CFL injury often involves the ATFL, and as such, isolated ATFL should be considered on the differential. Importantly, other differentials to consider are osteochondral injury, fibularis tendon injury, ankle fractures, Achilles rupture, and tendon dislocation. Lastly, injuries of the subtalar joint should be considered as CFL injuries can involve this joint.
Return to play or work is an important discussion at the time of diagnosis, given that 25% of patients are expected to miss school or work. Much more, patients may experience long term instability or pain. Four years after inciting injury, approximately 74% of patients continue to experience chronic symptoms of either pain, swelling, weakness, or instability. Additionally, 32% of patients have reported symptoms up to 7 years from the original injury.
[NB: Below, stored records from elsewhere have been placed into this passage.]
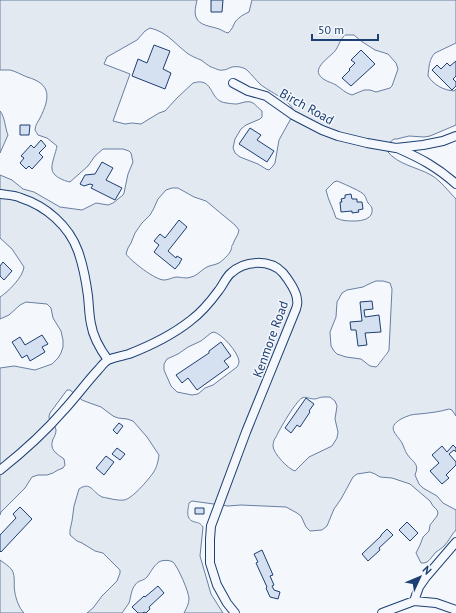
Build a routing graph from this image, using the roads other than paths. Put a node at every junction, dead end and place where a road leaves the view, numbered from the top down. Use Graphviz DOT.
graph roads {
  1 [pos="233,83"];
  2 [pos="456,136"];
  3 [pos="396,148"];
  4 [pos="456,184"];
  5 [pos="0,194"];
  6 [pos="108,360"];
  7 [pos="0,470"];
  8 [pos="456,542"];
  9 [pos="414,601"];
  10 [pos="456,610"];
  11 [pos="235,613"];
  12 [pos="382,613"];
  1 -- 3 [label="street, Birch Road"];
  2 -- 3 [label="street, Birch Road"];
  3 -- 4 [label="street, Birch Road"];
  5 -- 6 [label="street"];
  6 -- 7 [label="street"];
  6 -- 11 [label="street, Kenmore Road"];
  8 -- 9 [label="street"];
  9 -- 10 [label="street"];
  9 -- 12 [label="street"];
}
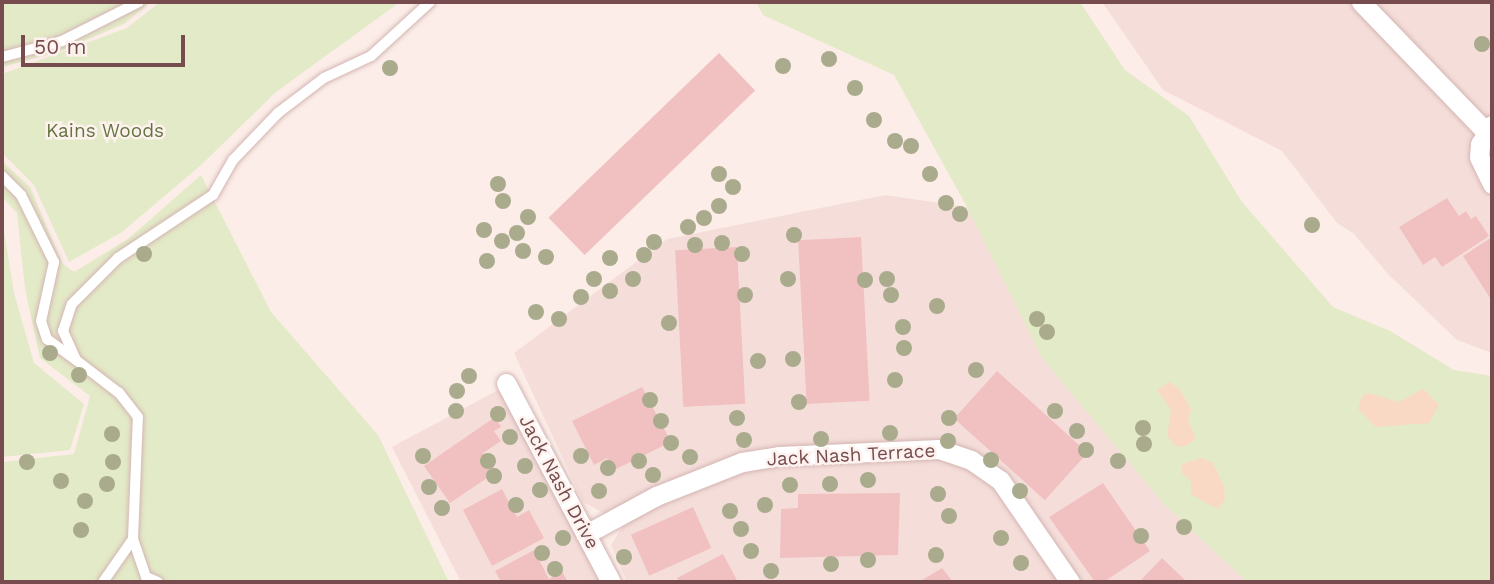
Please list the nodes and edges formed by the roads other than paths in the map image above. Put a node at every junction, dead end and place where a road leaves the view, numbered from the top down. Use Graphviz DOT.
graph roads {
  1 [pos="139,2"];
  2 [pos="430,2"];
  3 [pos="1362,2"];
  4 [pos="2,57"];
  5 [pos="1489,128"];
  6 [pos="2,176"];
  7 [pos="1492,184"];
  8 [pos="76,360"];
  9 [pos="506,383"];
  10 [pos="586,534"];
  11 [pos="134,539"];
  12 [pos="103,582"];
  13 [pos="158,582"];
  14 [pos="611,582"];
  15 [pos="1070,582"];
  1 -- 4 [label="lane"];
  2 -- 8 [label="lane"];
  3 -- 5 [label="street"];
  5 -- 7 [label="street"];
  6 -- 8 [label="lane"];
  8 -- 11 [label="lane"];
  9 -- 10 [label="street, Jack Nash Drive"];
  10 -- 14 [label="street, Jack Nash Drive"];
  10 -- 15 [label="street, Jack Nash Terrace"];
  11 -- 12 [label="lane"];
  11 -- 13 [label="lane"];
}
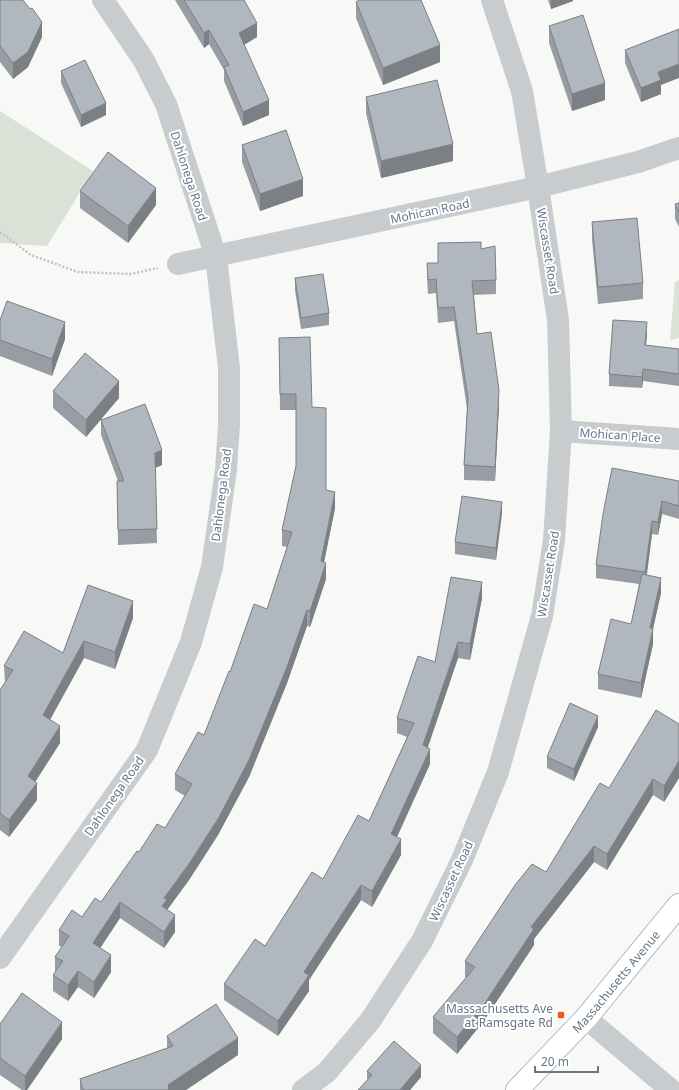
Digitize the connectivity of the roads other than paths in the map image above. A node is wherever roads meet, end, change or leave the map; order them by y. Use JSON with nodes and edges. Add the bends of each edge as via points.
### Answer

A systematic review by Thompson et al. found that characteristics such as pain intensity, weight-bearing status, and range of motion to be an inconsistent prognostic factor due to bias with individual studies. However, these clinical findings can be used with caution to assist patients with anticipated recovery.
Lateral ankle injuries are not a sentinel event but have long term sequelae. Reinjury of the lateral compartment is a common occurrence in low-grade ankle sprains. Patients can experience instability and pain which inhibits functional mobility. Chronic joint instability can progress to post-traumatic ankle joint osteoarthritis.
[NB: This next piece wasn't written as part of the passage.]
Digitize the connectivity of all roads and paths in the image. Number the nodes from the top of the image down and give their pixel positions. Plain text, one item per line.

Rehabilitation with early mobilization consisting of daily exercise programs is beneficial in functional recovery and mobilization.  A systematic review by Doherty et al. on exercise therapy for acute ankle sprain demonstrated unanimous support with self-reported functional improvement. The average hours dedicated to rehabilitation varied from 3.5 to 21 hours. There are no reported protocols for exercise therapy standards; however, patients are tasked with working on strength and balance.  Early therapy within the first week of injury have been applied to diminished arthrogenic muscle inhibition from edema and pain. In effect, patients can achieve early reactivation of ankle musculature and functionality.  Ankle support with brace or taping can be provided for pain relief and secondary prevention during rehabilitation.
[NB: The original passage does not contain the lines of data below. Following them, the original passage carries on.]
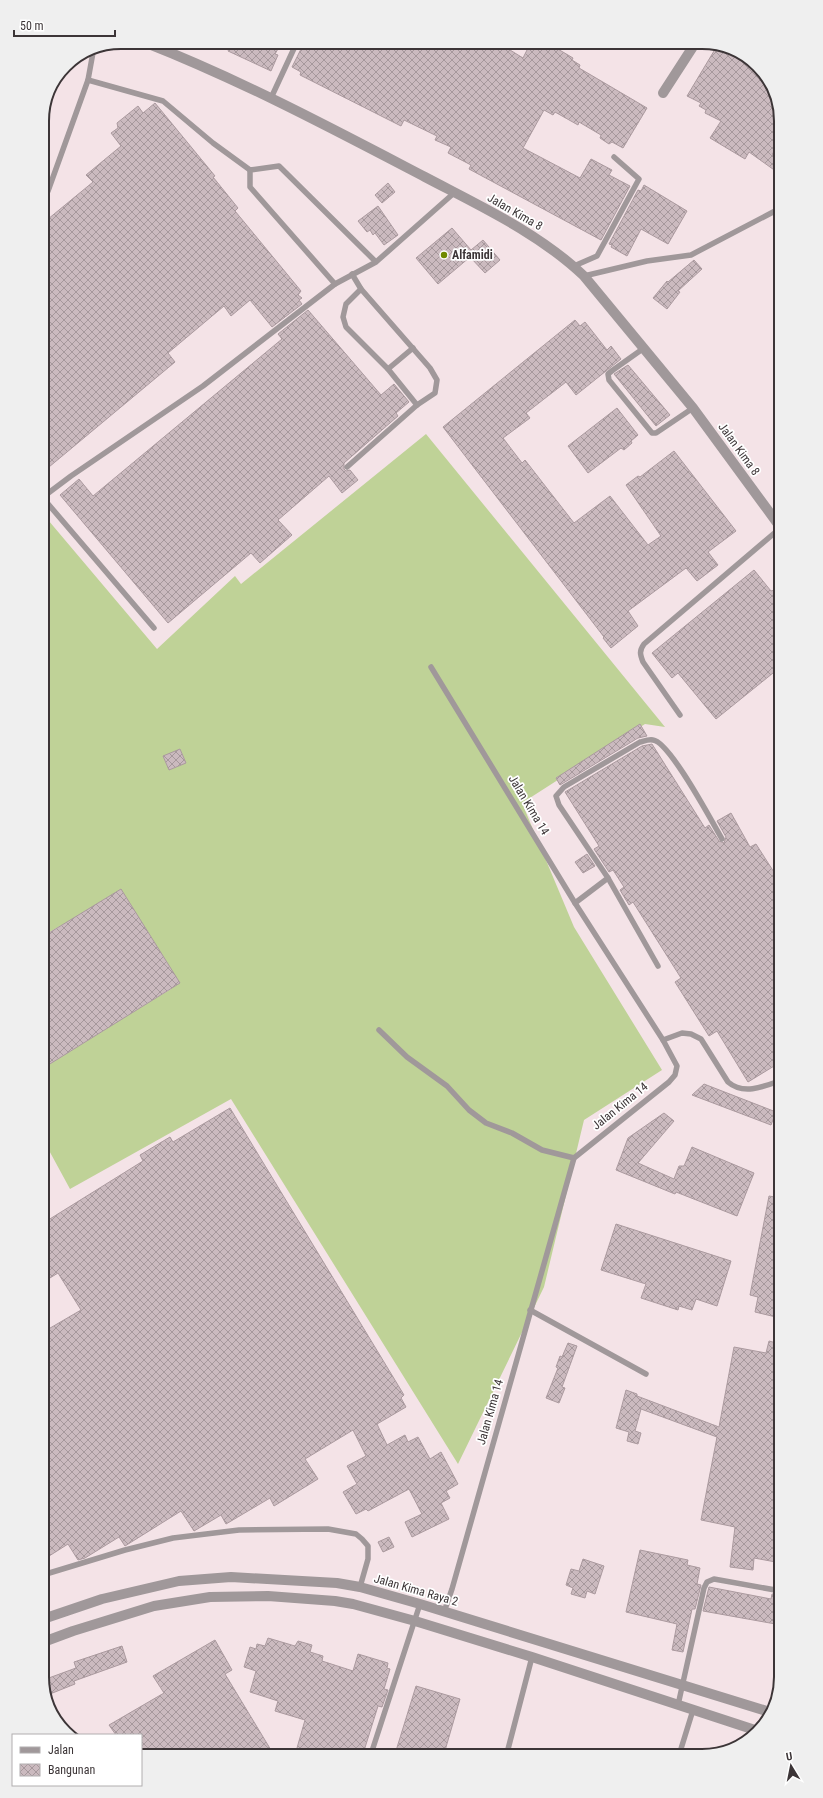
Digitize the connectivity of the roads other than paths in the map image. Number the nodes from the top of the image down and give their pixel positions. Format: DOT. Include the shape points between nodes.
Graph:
graph roads {
  1 [pos="162,49"];
  2 [pos="295,49"];
  3 [pos="691,49"];
  4 [pos="92,56"];
  5 [pos="88,80"];
  6 [pos="663,92"];
  7 [pos="271,98"];
  8 [pos="614,157"];
  9 [pos="250,170"];
  10 [pos="49,188"];
  11 [pos="454,193"];
  12 [pos="774,211"];
  13 [pos="376,262"];
  14 [pos="574,266"];
  15 [pos="352,274"];
  16 [pos="584,276"];
  17 [pos="335,284"];
  18 [pos="361,289"];
  19 [pos="413,348"];
  20 [pos="644,348"];
  21 [pos="388,368"];
  22 [pos="417,405"];
  23 [pos="693,408"];
  24 [pos="347,467"];
  25 [pos="49,493"];
  26 [pos="49,505"];
  27 [pos="774,519"];
  28 [pos="774,533"];
  29 [pos="154,628"];
  30 [pos="431,667"];
  31 [pos="680,715"];
  32 [pos="722,839"];
  33 [pos="608,878"];
  34 [pos="575,903"];
  35 [pos="658,966"];
  36 [pos="379,1030"];
  37 [pos="663,1040"];
  38 [pos="774,1083"];
  39 [pos="574,1158"];
  40 [pos="530,1310"];
  41 [pos="646,1374"];
  42 [pos="49,1573"];
  43 [pos="360,1587"];
  44 [pos="774,1590"];
  45 [pos="420,1604"];
  46 [pos="444,1612"];
  47 [pos="49,1617"];
  48 [pos="415,1621"];
  49 [pos="49,1640"];
  50 [pos="532,1657"];
  51 [pos="684,1686"];
  52 [pos="678,1706"];
  53 [pos="693,1710"];
  54 [pos="766,1711"];
  55 [pos="752,1729"];
  56 [pos="373,1749"];
  57 [pos="508,1749"];
  58 [pos="681,1749"];
  1 -- 7 [label="street, Jalan Kima 8"];
  2 -- 7 [label="lane"];
  3 -- 6 [label="street"];
  4 -- 5 [label="lane"];
  5 -- 9 [label="lane" via="162,101"];
  5 -- 10 [label="lane"];
  7 -- 11 [label="street, Jalan Kima 8"];
  8 -- 14 [label="lane" via="639,179 596,256"];
  9 -- 13 [label="lane" via="279,166"];
  9 -- 17 [label="lane" via="250,187"];
  11 -- 13 [label="lane"];
  11 -- 14 [label="street, Jalan Kima 8" via="524,230"];
  12 -- 16 [label="lane" via="691,255 618,267"];
  13 -- 15 [label="lane"];
  14 -- 16 [label="street, Jalan Kima 8"];
  15 -- 17 [label="lane"];
  15 -- 18 [label="lane"];
  16 -- 20 [label="street, Jalan Kima 8"];
  17 -- 25 [label="lane" via="203,386"];
  18 -- 19 [label="lane"];
  18 -- 21 [label="lane" via="346,304 343,318 346,327"];
  19 -- 21 [label="lane"];
  19 -- 22 [label="lane" via="437,380 435,393"];
  20 -- 23 [label="street, Jalan Kima 8"];
  20 -- 23 [label="lane" via="608,374 609,380 652,433 656,433"];
  21 -- 22 [label="lane"];
  22 -- 24 [label="lane"];
  23 -- 27 [label="street, Jalan Kima 8"];
  26 -- 29 [label="lane"];
  28 -- 31 [label="lane" via="640,650 643,662"];
  30 -- 34 [label="lane, Jalan Kima 14"];
  32 -- 33 [label="lane" via="689,781 660,744 653,740 640,742 564,788 556,796 559,805"];
  33 -- 34 [label="lane"];
  33 -- 35 [label="lane"];
  34 -- 37 [label="lane, Jalan Kima 14"];
  36 -- 39 [label="lane" via="407,1057 448,1086 468,1110 486,1123 512,1133 542,1150"];
  37 -- 38 [label="lane" via="682,1033 701,1039 728,1082 734,1087 752,1090"];
  37 -- 39 [label="lane, Jalan Kima 14" via="677,1066 675,1075"];
  39 -- 40 [label="lane, Jalan Kima 14"];
  40 -- 41 [label="lane"];
  40 -- 46 [label="lane, Jalan Kima 14"];
  42 -- 43 [label="lane" via="174,1538 239,1530 328,1529 356,1534 368,1546 368,1559"];
  43 -- 45 [label="street, Jalan Kima Raya 2"];
  43 -- 47 [label="street, Jalan Kima Raya 2" via="337,1583 231,1577 179,1581 102,1600"];
  44 -- 51 [label="lane" via="714,1579 707,1582"];
  45 -- 46 [label="street, Jalan Kima Raya 2"];
  45 -- 48 [label="lane"];
  46 -- 51 [label="street, Jalan Kima Raya 2"];
  48 -- 49 [label="street" via="336,1601 268,1596 210,1597 154,1606"];
  48 -- 50 [label="street"];
  48 -- 56 [label="lane"];
  50 -- 52 [label="street"];
  50 -- 57 [label="lane"];
  51 -- 52 [label="lane"];
  51 -- 54 [label="street, Jalan Kima Raya 2"];
  52 -- 53 [label="street"];
  53 -- 55 [label="street"];
  53 -- 58 [label="lane"];
}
Calcaneofibular ligament injuries are rarely discussed as isolated cases in the literature. As such, much of our understanding is derived from lateral ankle injuries. The physical examination can assist clinicians in triaging patients for further evaluation and imaging modalities. Patients should be educated on the expected length of recovery and prognosis of the injury. Much more, patients should be advised to rehab their ankles as a premature return to activity appropriately may aggravate CFL injury. Weight-bearing status should be implemented base on individual cases with varying grades of injury.
Interdisciplinary efforts are essential to optimize care. Patients should be educated on disease progression and recovery stages. The recovery process occurs in three distinct phases, which can help guide intervention. Physical therapy, along with home exercise programs, may help promote functional recovery, and if warranted, surgical consultation for individualized cases can be pursued.